**Problem statement**
Retype all of the lines below with no changes.

(Dataset entries)
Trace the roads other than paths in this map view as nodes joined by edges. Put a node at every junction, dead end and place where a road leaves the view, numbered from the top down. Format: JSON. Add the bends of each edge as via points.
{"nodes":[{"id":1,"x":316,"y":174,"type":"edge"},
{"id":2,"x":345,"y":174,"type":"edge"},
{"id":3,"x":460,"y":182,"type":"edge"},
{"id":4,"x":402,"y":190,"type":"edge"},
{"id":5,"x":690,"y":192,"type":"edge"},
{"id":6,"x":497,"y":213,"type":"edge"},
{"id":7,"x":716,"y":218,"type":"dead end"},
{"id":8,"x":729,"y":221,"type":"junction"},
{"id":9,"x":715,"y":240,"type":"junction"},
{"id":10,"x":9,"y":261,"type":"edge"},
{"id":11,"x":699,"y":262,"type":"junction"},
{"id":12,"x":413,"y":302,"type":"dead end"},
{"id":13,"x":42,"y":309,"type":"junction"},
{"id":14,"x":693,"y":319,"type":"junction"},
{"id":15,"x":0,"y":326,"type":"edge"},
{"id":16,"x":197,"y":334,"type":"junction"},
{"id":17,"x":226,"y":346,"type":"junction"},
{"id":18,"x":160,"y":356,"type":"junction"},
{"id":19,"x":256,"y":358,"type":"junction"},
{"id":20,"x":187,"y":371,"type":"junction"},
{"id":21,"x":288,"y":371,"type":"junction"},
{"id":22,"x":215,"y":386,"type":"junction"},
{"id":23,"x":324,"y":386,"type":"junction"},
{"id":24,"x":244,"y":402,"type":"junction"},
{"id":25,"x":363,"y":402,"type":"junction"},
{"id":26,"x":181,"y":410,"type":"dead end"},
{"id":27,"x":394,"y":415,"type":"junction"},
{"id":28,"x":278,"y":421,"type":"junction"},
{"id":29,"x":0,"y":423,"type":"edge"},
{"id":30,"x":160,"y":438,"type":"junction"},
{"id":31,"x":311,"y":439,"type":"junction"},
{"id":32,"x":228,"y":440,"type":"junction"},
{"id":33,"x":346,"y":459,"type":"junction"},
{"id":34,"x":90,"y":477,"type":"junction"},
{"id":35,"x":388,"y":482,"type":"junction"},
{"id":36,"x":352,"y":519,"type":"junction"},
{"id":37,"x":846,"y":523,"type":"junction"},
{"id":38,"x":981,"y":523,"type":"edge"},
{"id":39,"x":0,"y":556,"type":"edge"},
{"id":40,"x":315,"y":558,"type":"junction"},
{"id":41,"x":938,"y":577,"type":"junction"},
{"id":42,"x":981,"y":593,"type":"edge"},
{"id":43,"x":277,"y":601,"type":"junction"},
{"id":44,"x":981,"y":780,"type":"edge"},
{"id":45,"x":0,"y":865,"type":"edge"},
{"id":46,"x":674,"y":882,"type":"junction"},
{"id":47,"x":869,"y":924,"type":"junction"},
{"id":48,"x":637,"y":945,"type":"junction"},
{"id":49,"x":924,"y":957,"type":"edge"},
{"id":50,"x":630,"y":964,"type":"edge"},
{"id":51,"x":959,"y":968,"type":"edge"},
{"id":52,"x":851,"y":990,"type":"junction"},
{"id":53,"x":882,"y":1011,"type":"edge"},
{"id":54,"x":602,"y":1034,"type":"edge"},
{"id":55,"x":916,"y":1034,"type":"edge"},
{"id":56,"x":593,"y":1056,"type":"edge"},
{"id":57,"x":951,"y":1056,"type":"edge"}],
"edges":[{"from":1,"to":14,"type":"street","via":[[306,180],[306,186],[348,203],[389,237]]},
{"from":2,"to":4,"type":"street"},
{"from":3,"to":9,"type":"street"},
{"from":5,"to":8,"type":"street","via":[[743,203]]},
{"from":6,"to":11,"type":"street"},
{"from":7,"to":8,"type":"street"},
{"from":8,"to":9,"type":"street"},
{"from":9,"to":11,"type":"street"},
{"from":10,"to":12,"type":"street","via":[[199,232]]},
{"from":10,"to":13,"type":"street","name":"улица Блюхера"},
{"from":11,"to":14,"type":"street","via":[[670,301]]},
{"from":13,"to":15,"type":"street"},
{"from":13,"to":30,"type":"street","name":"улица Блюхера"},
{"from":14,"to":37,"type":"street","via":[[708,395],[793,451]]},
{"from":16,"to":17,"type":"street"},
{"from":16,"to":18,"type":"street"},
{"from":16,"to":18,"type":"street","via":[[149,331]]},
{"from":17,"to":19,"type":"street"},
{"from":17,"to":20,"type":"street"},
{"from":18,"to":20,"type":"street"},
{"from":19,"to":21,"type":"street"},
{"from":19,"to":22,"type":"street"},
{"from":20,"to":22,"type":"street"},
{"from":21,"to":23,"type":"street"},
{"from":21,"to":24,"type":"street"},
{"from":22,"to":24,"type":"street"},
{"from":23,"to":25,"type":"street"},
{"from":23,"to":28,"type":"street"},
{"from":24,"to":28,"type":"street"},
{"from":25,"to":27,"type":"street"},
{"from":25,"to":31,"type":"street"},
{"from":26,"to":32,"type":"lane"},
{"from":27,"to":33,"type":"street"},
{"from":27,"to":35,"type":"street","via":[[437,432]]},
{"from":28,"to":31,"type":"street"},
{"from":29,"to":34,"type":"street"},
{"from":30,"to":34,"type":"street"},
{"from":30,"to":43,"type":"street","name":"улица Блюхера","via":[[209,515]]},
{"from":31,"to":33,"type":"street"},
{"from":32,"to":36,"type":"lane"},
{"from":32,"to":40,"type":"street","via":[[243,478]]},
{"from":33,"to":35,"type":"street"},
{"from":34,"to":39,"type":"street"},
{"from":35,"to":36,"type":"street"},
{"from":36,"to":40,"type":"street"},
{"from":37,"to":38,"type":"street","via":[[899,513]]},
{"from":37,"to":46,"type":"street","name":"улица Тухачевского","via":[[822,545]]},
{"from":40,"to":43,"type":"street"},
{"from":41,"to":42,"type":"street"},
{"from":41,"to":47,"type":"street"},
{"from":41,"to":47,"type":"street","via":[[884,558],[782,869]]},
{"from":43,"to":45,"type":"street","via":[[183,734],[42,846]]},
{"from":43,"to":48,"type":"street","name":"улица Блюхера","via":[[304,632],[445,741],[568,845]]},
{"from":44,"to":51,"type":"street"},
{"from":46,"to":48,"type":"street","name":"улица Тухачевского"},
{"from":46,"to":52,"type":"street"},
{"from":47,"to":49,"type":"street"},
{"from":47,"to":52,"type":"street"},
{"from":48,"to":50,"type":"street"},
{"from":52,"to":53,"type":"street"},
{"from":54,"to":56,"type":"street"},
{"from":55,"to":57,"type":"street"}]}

**Response to the exercise**
Trace the roads other than paths in this map view as nodes joined by edges. Put a node at every junction, dead end and place where a road leaves the view, numbered from the top down. Format: JSON. Add the bends of each edge as via points.
{"nodes":[{"id":1,"x":316,"y":174,"type":"edge"},
{"id":2,"x":345,"y":174,"type":"edge"},
{"id":3,"x":460,"y":182,"type":"edge"},
{"id":4,"x":402,"y":190,"type":"edge"},
{"id":5,"x":690,"y":192,"type":"edge"},
{"id":6,"x":497,"y":213,"type":"edge"},
{"id":7,"x":716,"y":218,"type":"dead end"},
{"id":8,"x":729,"y":221,"type":"junction"},
{"id":9,"x":715,"y":240,"type":"junction"},
{"id":10,"x":9,"y":261,"type":"edge"},
{"id":11,"x":699,"y":262,"type":"junction"},
{"id":12,"x":413,"y":302,"type":"dead end"},
{"id":13,"x":42,"y":309,"type":"junction"},
{"id":14,"x":693,"y":319,"type":"junction"},
{"id":15,"x":0,"y":326,"type":"edge"},
{"id":16,"x":197,"y":334,"type":"junction"},
{"id":17,"x":226,"y":346,"type":"junction"},
{"id":18,"x":160,"y":356,"type":"junction"},
{"id":19,"x":256,"y":358,"type":"junction"},
{"id":20,"x":187,"y":371,"type":"junction"},
{"id":21,"x":288,"y":371,"type":"junction"},
{"id":22,"x":215,"y":386,"type":"junction"},
{"id":23,"x":324,"y":386,"type":"junction"},
{"id":24,"x":244,"y":402,"type":"junction"},
{"id":25,"x":363,"y":402,"type":"junction"},
{"id":26,"x":181,"y":410,"type":"dead end"},
{"id":27,"x":394,"y":415,"type":"junction"},
{"id":28,"x":278,"y":421,"type":"junction"},
{"id":29,"x":0,"y":423,"type":"edge"},
{"id":30,"x":160,"y":438,"type":"junction"},
{"id":31,"x":311,"y":439,"type":"junction"},
{"id":32,"x":228,"y":440,"type":"junction"},
{"id":33,"x":346,"y":459,"type":"junction"},
{"id":34,"x":90,"y":477,"type":"junction"},
{"id":35,"x":388,"y":482,"type":"junction"},
{"id":36,"x":352,"y":519,"type":"junction"},
{"id":37,"x":846,"y":523,"type":"junction"},
{"id":38,"x":981,"y":523,"type":"edge"},
{"id":39,"x":0,"y":556,"type":"edge"},
{"id":40,"x":315,"y":558,"type":"junction"},
{"id":41,"x":938,"y":577,"type":"junction"},
{"id":42,"x":981,"y":593,"type":"edge"},
{"id":43,"x":277,"y":601,"type":"junction"},
{"id":44,"x":981,"y":780,"type":"edge"},
{"id":45,"x":0,"y":865,"type":"edge"},
{"id":46,"x":674,"y":882,"type":"junction"},
{"id":47,"x":869,"y":924,"type":"junction"},
{"id":48,"x":637,"y":945,"type":"junction"},
{"id":49,"x":924,"y":957,"type":"edge"},
{"id":50,"x":630,"y":964,"type":"edge"},
{"id":51,"x":959,"y":968,"type":"edge"},
{"id":52,"x":851,"y":990,"type":"junction"},
{"id":53,"x":882,"y":1011,"type":"edge"},
{"id":54,"x":602,"y":1034,"type":"edge"},
{"id":55,"x":916,"y":1034,"type":"edge"},
{"id":56,"x":593,"y":1056,"type":"edge"},
{"id":57,"x":951,"y":1056,"type":"edge"}],
"edges":[{"from":1,"to":14,"type":"street","via":[[306,180],[306,186],[348,203],[389,237]]},
{"from":2,"to":4,"type":"street"},
{"from":3,"to":9,"type":"street"},
{"from":5,"to":8,"type":"street","via":[[743,203]]},
{"from":6,"to":11,"type":"street"},
{"from":7,"to":8,"type":"street"},
{"from":8,"to":9,"type":"street"},
{"from":9,"to":11,"type":"street"},
{"from":10,"to":12,"type":"street","via":[[199,232]]},
{"from":10,"to":13,"type":"street","name":"улица Блюхера"},
{"from":11,"to":14,"type":"street","via":[[670,301]]},
{"from":13,"to":15,"type":"street"},
{"from":13,"to":30,"type":"street","name":"улица Блюхера"},
{"from":14,"to":37,"type":"street","via":[[708,395],[793,451]]},
{"from":16,"to":17,"type":"street"},
{"from":16,"to":18,"type":"street"},
{"from":16,"to":18,"type":"street","via":[[149,331]]},
{"from":17,"to":19,"type":"street"},
{"from":17,"to":20,"type":"street"},
{"from":18,"to":20,"type":"street"},
{"from":19,"to":21,"type":"street"},
{"from":19,"to":22,"type":"street"},
{"from":20,"to":22,"type":"street"},
{"from":21,"to":23,"type":"street"},
{"from":21,"to":24,"type":"street"},
{"from":22,"to":24,"type":"street"},
{"from":23,"to":25,"type":"street"},
{"from":23,"to":28,"type":"street"},
{"from":24,"to":28,"type":"street"},
{"from":25,"to":27,"type":"street"},
{"from":25,"to":31,"type":"street"},
{"from":26,"to":32,"type":"lane"},
{"from":27,"to":33,"type":"street"},
{"from":27,"to":35,"type":"street","via":[[437,432]]},
{"from":28,"to":31,"type":"street"},
{"from":29,"to":34,"type":"street"},
{"from":30,"to":34,"type":"street"},
{"from":30,"to":43,"type":"street","name":"улица Блюхера","via":[[209,515]]},
{"from":31,"to":33,"type":"street"},
{"from":32,"to":36,"type":"lane"},
{"from":32,"to":40,"type":"street","via":[[243,478]]},
{"from":33,"to":35,"type":"street"},
{"from":34,"to":39,"type":"street"},
{"from":35,"to":36,"type":"street"},
{"from":36,"to":40,"type":"street"},
{"from":37,"to":38,"type":"street","via":[[899,513]]},
{"from":37,"to":46,"type":"street","name":"улица Тухачевского","via":[[822,545]]},
{"from":40,"to":43,"type":"street"},
{"from":41,"to":42,"type":"street"},
{"from":41,"to":47,"type":"street"},
{"from":41,"to":47,"type":"street","via":[[884,558],[782,869]]},
{"from":43,"to":45,"type":"street","via":[[183,734],[42,846]]},
{"from":43,"to":48,"type":"street","name":"улица Блюхера","via":[[304,632],[445,741],[568,845]]},
{"from":44,"to":51,"type":"street"},
{"from":46,"to":48,"type":"street","name":"улица Тухачевского"},
{"from":46,"to":52,"type":"street"},
{"from":47,"to":49,"type":"street"},
{"from":47,"to":52,"type":"street"},
{"from":48,"to":50,"type":"street"},
{"from":52,"to":53,"type":"street"},
{"from":54,"to":56,"type":"street"},
{"from":55,"to":57,"type":"street"}]}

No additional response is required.